Validity of the findings

1. 284: The authors argue that higher genetic diversity of populations at mid-longitudes could result from higher “communication” between populations. This is contradictory to the low levels of gene flow reported at line 215.

2. 289-291: The authors argue that the PCoA and Mantel tests show genetic clustering occurs along the longitudinal gradient yet the PCoA shows populations from across the entire cline form clusters rather than with populations geographically nearby. The clustering in the PCoA is contradicted by the positive correlation between genetic distance and geographical distance. As reviewer 1 suggested, this analysis should be re-run controlling for precipitation distance to disentangle this relationship.

3. 391-394: The relationship between ploidy, genetic diversity, and longitude were not tested. The authors only tested the relationship between ploidy and genetic diversity. The phrasing of this sentence should be improved to clarify that diversity increases with ploidy, not ploidy across longitude.

Version 0.2

· Feb 24, 2021 · Academic Editor

Major Revisions

Both the reviewers continue to have concerns about the clarity and readability of the writing. Reviewer 1 had some remaining concerns on methods and suggestions about modifying the Mantel test I agree with. I also agree with reviewer 2 about the necessity of including the information about ploidy variation within populations and correlations with longitude.
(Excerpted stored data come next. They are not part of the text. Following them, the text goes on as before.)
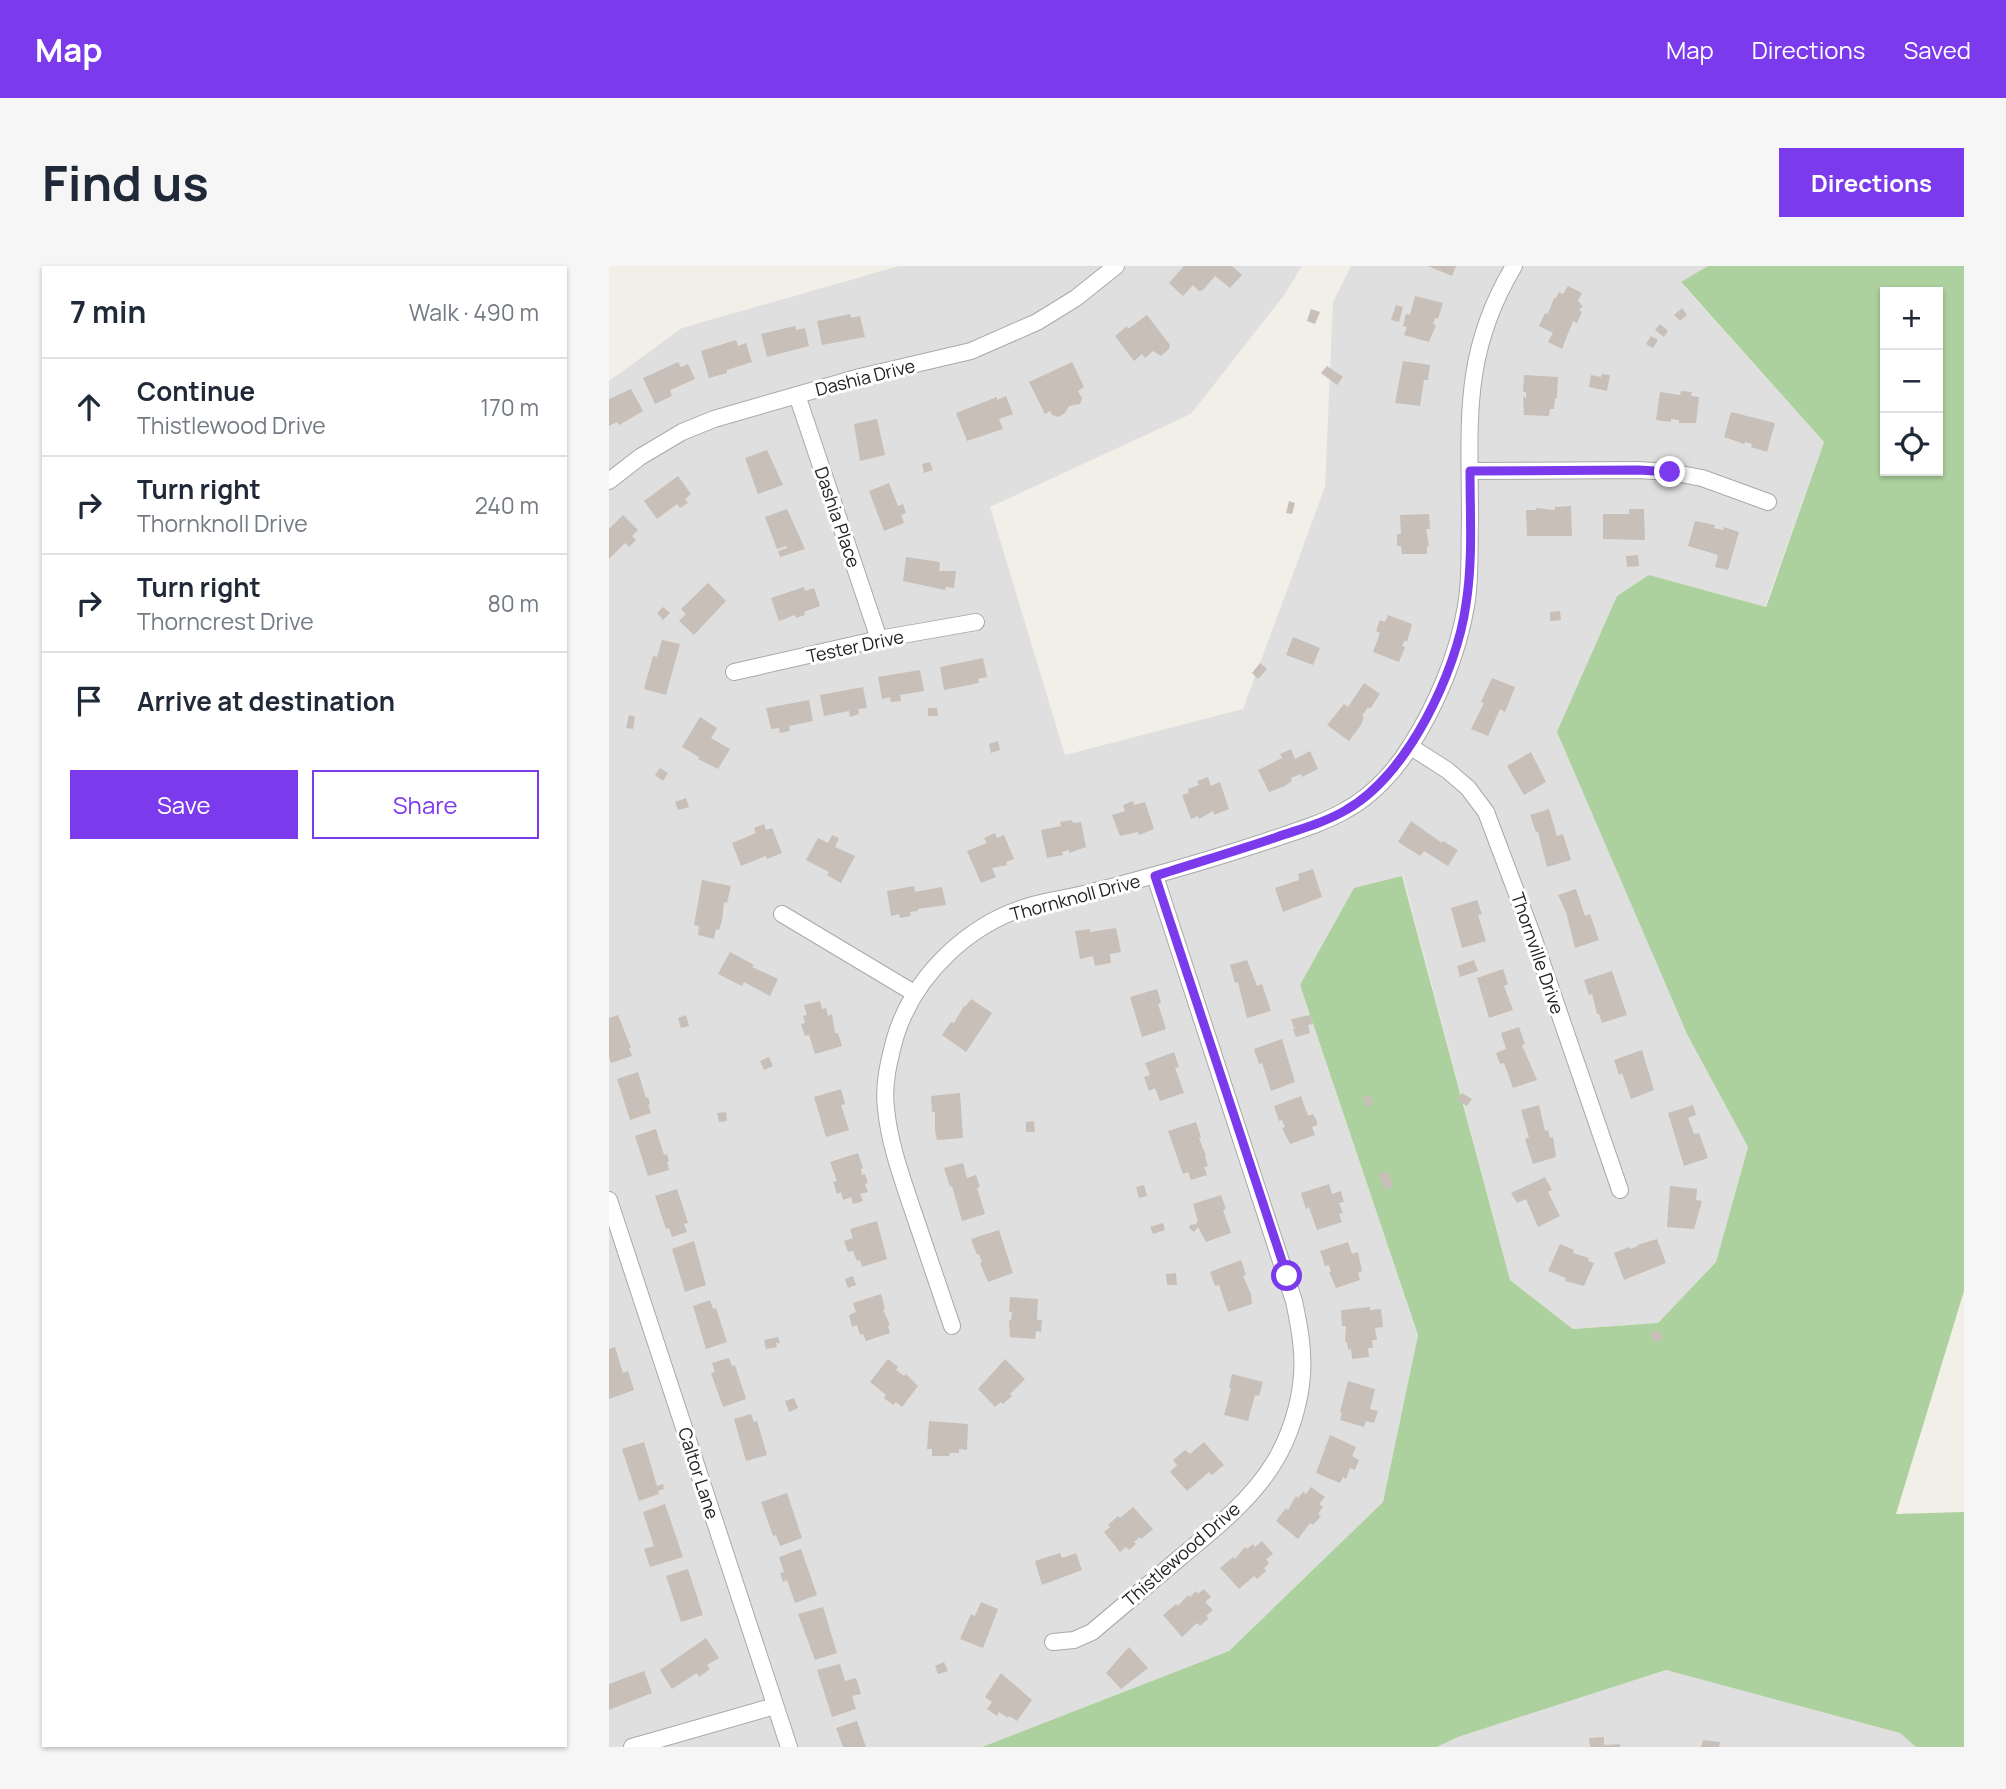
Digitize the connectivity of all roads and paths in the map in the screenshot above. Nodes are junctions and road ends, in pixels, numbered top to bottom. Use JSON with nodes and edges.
{"nodes":[{"id":1,"x":1116,"y":266,"type":"edge"},
{"id":2,"x":1514,"y":266,"type":"edge"},
{"id":3,"x":797,"y":395,"type":"junction"},
{"id":4,"x":1470,"y":471,"type":"junction"},
{"id":5,"x":609,"y":481,"type":"edge"},
{"id":6,"x":1768,"y":502,"type":"dead end"},
{"id":7,"x":976,"y":622,"type":"dead end"},
{"id":8,"x":879,"y":639,"type":"junction"},
{"id":9,"x":734,"y":672,"type":"dead end"},
{"id":10,"x":1411,"y":747,"type":"junction"},
{"id":11,"x":1155,"y":876,"type":"junction"},
{"id":12,"x":782,"y":914,"type":"dead end"},
{"id":13,"x":914,"y":993,"type":"junction"},
{"id":14,"x":1620,"y":1190,"type":"dead end"},
{"id":15,"x":609,"y":1200,"type":"edge"},
{"id":16,"x":952,"y":1326,"type":"dead end"},
{"id":17,"x":1053,"y":1642,"type":"dead end"},
{"id":18,"x":775,"y":1706,"type":"junction"},
{"id":19,"x":632,"y":1747,"type":"edge"},
{"id":20,"x":789,"y":1747,"type":"edge"}],
"edges":[{"from":1,"to":3,"type":"street","name":"Dashia Drive"},
{"from":2,"to":4,"type":"street","name":"Thornknoll Drive"},
{"from":3,"to":5,"type":"street","name":"Dashia Drive"},
{"from":3,"to":8,"type":"street","name":"Dashia Place"},
{"from":4,"to":6,"type":"street"},
{"from":4,"to":10,"type":"street","name":"Thornknoll Drive"},
{"from":7,"to":8,"type":"street","name":"Tester Drive"},
{"from":8,"to":9,"type":"street","name":"Tester Drive"},
{"from":10,"to":11,"type":"street","name":"Thornknoll Drive"},
{"from":10,"to":14,"type":"street","name":"Thornville Drive"},
{"from":11,"to":13,"type":"street","name":"Thornknoll Drive"},
{"from":11,"to":17,"type":"street","name":"Thistlewood Drive"},
{"from":12,"to":13,"type":"street"},
{"from":13,"to":16,"type":"street","name":"Thornknoll Drive"},
{"from":15,"to":18,"type":"street","name":"Caltor Lane"},
{"from":18,"to":19,"type":"street"},
{"from":18,"to":20,"type":"street","name":"Caltor Lane"}]}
[# PeerJ Staff Note: Please ensure that all review comments are addressed in a rebuttal letter and any edits or clarifications mentioned in the letter are also inserted into the revised manuscript where appropriate.  It is a common mistake to address reviewer questions in the rebuttal letter but not in the revised manuscript. If a reviewer raised a question then your readers will probably have the same question so you should ensure that the manuscript can stand alone without the rebuttal letter.  Directions on how to prepare a rebuttal letter can be found at: https://peerj.com/benefits/academic-rebuttal-letters/ #]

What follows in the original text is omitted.